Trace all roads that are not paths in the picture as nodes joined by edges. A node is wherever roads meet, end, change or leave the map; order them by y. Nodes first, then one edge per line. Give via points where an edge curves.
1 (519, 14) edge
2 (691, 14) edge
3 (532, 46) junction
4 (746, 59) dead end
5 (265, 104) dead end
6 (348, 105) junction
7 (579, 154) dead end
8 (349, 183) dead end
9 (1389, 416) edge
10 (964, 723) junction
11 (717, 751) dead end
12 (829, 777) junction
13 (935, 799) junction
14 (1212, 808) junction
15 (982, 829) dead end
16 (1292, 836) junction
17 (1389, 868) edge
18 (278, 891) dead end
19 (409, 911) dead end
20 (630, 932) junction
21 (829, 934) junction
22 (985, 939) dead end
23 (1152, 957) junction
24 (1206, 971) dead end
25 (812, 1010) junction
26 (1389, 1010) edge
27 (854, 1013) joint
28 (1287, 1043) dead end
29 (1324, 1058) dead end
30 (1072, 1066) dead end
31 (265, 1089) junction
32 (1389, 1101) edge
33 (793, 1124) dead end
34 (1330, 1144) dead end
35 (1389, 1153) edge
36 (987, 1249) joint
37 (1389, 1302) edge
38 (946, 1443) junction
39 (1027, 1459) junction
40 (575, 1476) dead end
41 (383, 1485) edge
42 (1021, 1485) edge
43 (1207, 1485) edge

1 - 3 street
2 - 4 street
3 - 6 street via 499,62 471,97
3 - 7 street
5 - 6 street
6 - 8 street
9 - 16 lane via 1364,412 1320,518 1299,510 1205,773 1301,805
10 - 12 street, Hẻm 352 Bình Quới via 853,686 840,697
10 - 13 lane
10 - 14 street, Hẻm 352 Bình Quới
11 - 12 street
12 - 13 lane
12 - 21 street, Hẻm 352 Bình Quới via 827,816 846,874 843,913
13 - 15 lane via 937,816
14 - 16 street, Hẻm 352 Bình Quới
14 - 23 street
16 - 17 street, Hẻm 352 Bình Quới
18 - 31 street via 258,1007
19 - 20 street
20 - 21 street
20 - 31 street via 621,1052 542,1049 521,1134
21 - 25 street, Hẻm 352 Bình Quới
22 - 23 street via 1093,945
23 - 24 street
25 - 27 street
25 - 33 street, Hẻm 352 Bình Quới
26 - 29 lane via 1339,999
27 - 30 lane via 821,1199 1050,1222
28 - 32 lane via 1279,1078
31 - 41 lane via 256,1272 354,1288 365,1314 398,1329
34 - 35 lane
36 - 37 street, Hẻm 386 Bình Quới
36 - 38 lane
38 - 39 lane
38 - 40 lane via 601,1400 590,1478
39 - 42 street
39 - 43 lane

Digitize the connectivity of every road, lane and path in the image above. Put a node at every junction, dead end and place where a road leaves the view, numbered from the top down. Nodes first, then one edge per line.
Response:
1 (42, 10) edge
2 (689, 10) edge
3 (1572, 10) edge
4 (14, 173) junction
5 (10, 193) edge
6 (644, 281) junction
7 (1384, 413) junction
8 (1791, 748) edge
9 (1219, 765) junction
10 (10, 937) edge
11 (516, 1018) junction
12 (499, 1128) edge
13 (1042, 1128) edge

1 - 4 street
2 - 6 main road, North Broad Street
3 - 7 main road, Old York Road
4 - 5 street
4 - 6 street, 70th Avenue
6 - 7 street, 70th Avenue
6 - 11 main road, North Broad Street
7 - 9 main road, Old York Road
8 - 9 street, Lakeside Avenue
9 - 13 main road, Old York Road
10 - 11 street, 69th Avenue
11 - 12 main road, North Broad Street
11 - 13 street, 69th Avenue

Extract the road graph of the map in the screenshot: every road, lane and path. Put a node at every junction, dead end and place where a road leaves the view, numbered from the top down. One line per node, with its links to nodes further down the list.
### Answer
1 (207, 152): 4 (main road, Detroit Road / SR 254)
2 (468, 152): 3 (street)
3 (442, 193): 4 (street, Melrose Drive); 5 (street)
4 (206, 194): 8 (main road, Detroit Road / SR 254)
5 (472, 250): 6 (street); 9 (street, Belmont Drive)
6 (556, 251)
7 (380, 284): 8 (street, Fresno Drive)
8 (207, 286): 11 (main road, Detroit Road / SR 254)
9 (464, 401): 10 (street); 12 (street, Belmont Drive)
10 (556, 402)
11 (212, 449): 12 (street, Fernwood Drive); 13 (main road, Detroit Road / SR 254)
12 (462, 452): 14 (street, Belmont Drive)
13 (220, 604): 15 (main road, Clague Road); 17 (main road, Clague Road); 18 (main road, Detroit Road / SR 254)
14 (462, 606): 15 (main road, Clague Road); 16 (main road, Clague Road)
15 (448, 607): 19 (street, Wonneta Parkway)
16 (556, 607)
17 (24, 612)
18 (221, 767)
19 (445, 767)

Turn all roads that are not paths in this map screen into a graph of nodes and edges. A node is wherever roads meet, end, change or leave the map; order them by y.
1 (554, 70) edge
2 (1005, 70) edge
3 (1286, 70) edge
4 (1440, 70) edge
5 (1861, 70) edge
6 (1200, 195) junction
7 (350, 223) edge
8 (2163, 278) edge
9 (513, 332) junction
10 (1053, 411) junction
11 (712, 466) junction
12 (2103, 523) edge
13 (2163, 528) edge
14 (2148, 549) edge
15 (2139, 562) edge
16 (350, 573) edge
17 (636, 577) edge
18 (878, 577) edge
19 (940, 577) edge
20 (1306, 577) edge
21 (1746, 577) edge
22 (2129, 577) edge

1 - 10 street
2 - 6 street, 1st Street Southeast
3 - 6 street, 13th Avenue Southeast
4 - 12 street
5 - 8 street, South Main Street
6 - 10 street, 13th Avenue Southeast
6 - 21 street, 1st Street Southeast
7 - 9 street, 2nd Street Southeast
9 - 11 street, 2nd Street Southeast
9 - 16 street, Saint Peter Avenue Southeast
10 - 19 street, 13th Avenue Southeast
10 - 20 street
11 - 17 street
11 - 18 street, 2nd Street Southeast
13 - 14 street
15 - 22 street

----

» Exercise objective
Looking at the data above, write out exactly the lines that start at the one containing "Digitize the connectivity" and end at the one containing "Extract the road"; include both and nothing beyond.

» Answer for this exercise
Digitize the connectivity of every road, lane and path in the image above. Put a node at every junction, dead end and place where a road leaves the view, numbered from the top down. Nodes first, then one edge per line.
Response:
1 (42, 10) edge
2 (689, 10) edge
3 (1572, 10) edge
4 (14, 173) junction
5 (10, 193) edge
6 (644, 281) junction
7 (1384, 413) junction
8 (1791, 748) edge
9 (1219, 765) junction
10 (10, 937) edge
11 (516, 1018) junction
12 (499, 1128) edge
13 (1042, 1128) edge

1 - 4 street
2 - 6 main road, North Broad Street
3 - 7 main road, Old York Road
4 - 5 street
4 - 6 street, 70th Avenue
6 - 7 street, 70th Avenue
6 - 11 main road, North Broad Street
7 - 9 main road, Old York Road
8 - 9 street, Lakeside Avenue
9 - 13 main road, Old York Road
10 - 11 street, 69th Avenue
11 - 12 main road, North Broad Street
11 - 13 street, 69th Avenue

Extract the road graph of the map in the screenshot: every road, lane and path. Put a node at every junction, dead end and place where a road leaves the view, numbered from the top down. One line per node, with its links to nodes further down the list.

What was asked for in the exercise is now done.